▸ **Exercise inputs**:

- Opening Delimiter -

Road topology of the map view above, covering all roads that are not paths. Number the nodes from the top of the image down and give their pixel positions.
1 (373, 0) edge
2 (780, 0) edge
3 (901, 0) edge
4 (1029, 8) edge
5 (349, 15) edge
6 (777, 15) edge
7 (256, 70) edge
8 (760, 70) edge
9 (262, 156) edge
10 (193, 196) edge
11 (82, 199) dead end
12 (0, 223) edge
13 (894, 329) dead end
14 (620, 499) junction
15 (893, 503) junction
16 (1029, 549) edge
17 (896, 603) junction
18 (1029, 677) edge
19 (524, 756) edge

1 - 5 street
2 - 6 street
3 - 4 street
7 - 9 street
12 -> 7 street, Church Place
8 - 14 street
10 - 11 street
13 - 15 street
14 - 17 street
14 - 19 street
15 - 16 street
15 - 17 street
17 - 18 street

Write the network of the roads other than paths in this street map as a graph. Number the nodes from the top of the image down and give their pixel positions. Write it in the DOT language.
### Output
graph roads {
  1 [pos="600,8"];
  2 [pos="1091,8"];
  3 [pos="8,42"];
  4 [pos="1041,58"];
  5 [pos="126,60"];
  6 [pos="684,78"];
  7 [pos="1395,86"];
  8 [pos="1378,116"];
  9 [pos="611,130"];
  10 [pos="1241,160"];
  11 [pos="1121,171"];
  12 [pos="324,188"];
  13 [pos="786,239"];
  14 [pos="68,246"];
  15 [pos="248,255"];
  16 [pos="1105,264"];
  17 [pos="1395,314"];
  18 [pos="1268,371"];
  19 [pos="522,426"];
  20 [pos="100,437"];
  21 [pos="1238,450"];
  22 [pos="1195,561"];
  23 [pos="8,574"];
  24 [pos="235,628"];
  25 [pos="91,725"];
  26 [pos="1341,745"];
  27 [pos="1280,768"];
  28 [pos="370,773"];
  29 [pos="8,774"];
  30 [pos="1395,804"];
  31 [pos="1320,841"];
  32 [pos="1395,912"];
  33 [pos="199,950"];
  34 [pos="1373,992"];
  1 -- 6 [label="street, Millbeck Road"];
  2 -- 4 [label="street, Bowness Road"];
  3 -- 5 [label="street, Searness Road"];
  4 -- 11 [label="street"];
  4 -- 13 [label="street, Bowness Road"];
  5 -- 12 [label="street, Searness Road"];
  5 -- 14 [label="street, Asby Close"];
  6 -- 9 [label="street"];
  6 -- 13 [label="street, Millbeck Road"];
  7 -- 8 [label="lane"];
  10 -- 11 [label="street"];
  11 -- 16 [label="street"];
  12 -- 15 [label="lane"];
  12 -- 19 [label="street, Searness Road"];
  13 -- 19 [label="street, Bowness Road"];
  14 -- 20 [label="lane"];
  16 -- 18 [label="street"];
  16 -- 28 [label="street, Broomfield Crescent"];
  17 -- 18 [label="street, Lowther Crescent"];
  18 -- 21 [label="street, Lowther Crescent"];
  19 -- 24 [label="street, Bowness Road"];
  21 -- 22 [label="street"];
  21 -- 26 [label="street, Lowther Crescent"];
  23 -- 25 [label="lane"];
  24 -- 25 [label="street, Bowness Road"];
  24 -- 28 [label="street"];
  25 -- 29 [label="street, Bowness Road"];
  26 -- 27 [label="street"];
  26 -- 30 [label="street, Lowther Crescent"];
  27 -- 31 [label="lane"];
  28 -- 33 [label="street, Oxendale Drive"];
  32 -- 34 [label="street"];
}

- Closing Delimiter -

Looking at the material above, say how many of its lines hold the word "give", giving only the number.

▸ **Problem solution**: 2